Do You Truly Believe?
God doesn’t want your home, car, furniture, savings or any of your possessions. All he wants is your strong belief in his Word, and that may be the one thing that other, more spiritual-appearing people lack. You may look at another person as being more spiritual than you, but that person may actually be struggling hard to keep up an appearance of righteousness. As God looks at you, he declares, “There is a righteous man or woman.” Why? You’ve admitted your helplessness to become righteous, and you’ve trusted in the Lord to give you his righteousness.
The writer of Hebrews tells us we are accounted as righteous in God’s eyes only with one important qualification. “Now faith is the substance of things hoped for, the evidence of things not seen” (Hebrews 11:1, NKJV). “Without faith it is impossible to please him, for he who comes to God must believe that he is, and that he is a rewarder of those who diligently seek him” (Hebrews 11:6).
You may claim, “I believe this. I have faith in the God who resurrected Jesus.” The real question for you is do you believe the Lord can resurrect your troubled marriage? Do you believe he can bring to life a spiritually dead relative? Do you believe he can raise you up out of the pit of a debilitating habit? Do you believe the Lord can erase your cursed past?
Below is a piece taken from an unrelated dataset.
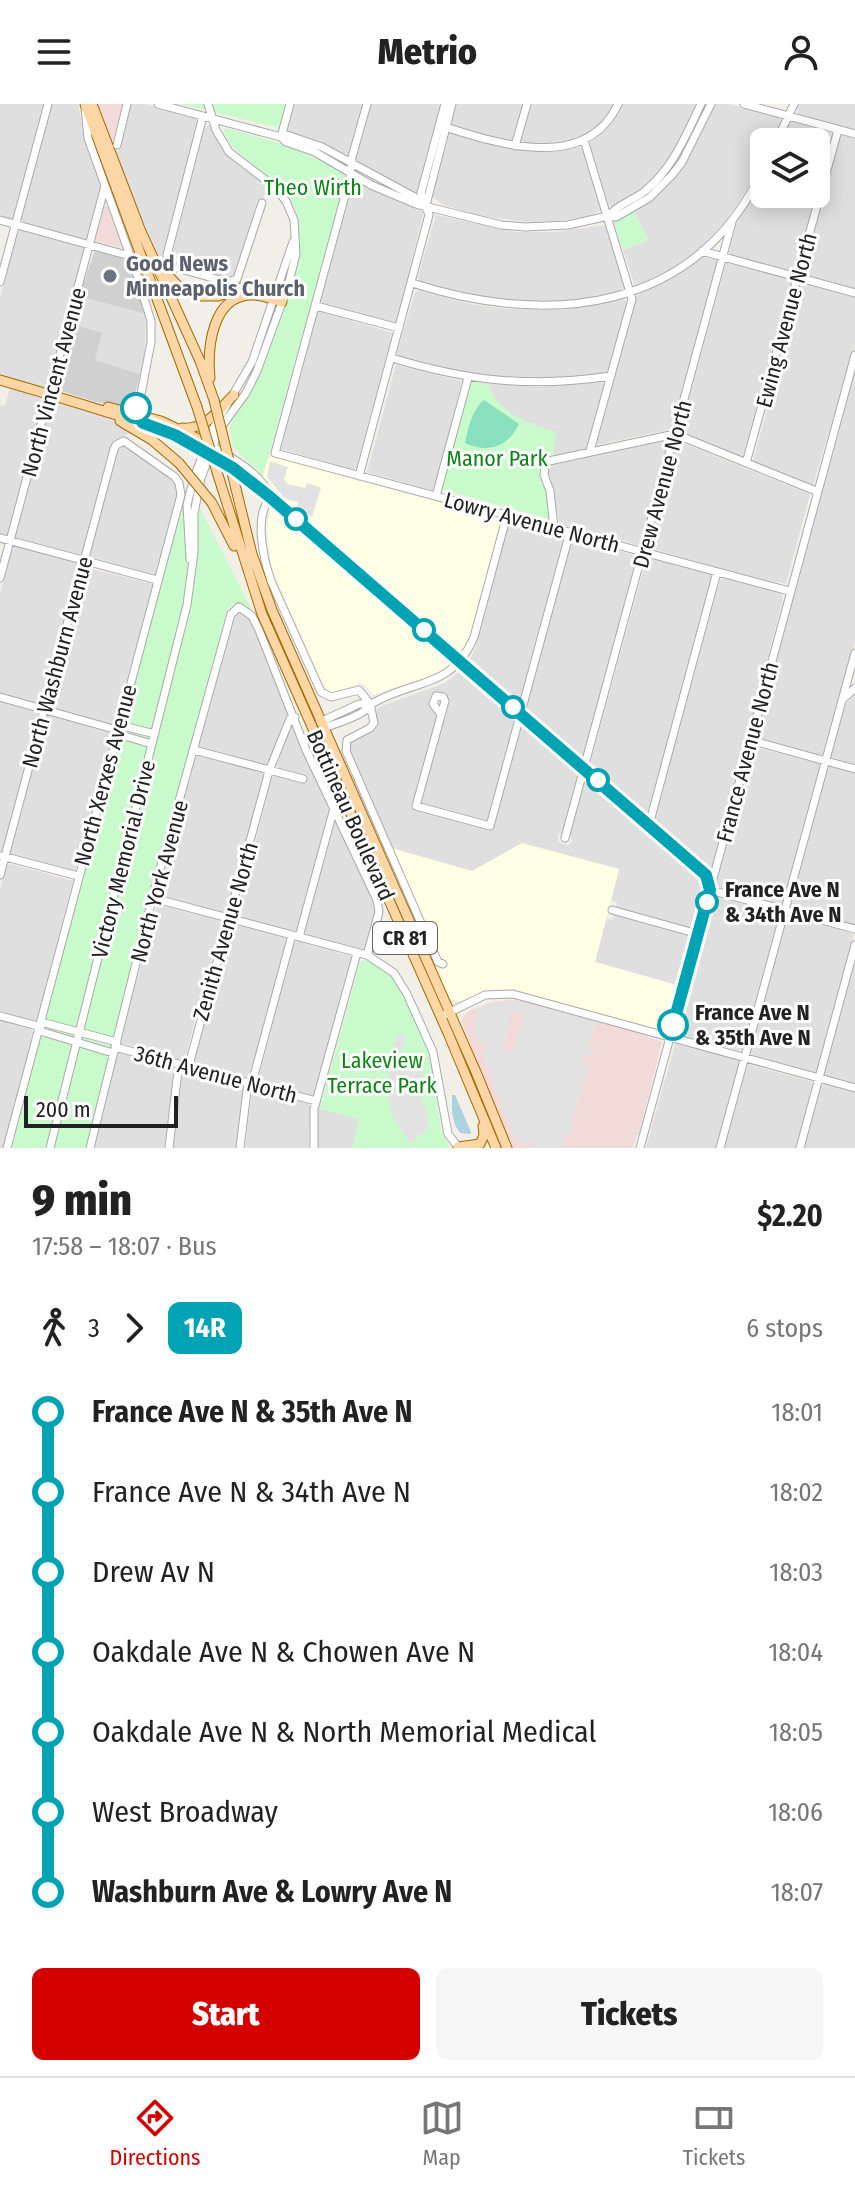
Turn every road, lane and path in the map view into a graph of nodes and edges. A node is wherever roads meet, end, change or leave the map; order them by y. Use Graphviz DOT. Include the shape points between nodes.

Do you trust his promise “So I will restore to you the years that the swarming locust has eaten” (Joel 2:25)?
When everything looks hopeless — when you are in an impossible situation, with no resources, and no hope before you — do you believe God will be your Jehovah Jirah, seeing to your need?
Do you believe he’s committed to keeping his promises to you, and that if even one of his words fails, the heavens would melt and the universe collapse? If we are struggling to have this faith, we must go to Christ like the man with the demon-tormented son. “Jesus said to him, ‘If you can believe, all things are possible to him who believes.’ Immediately the father of the child cried out and said with tears, ‘Lord, I believe; help my unbelief!’” (Mark 9:23-24).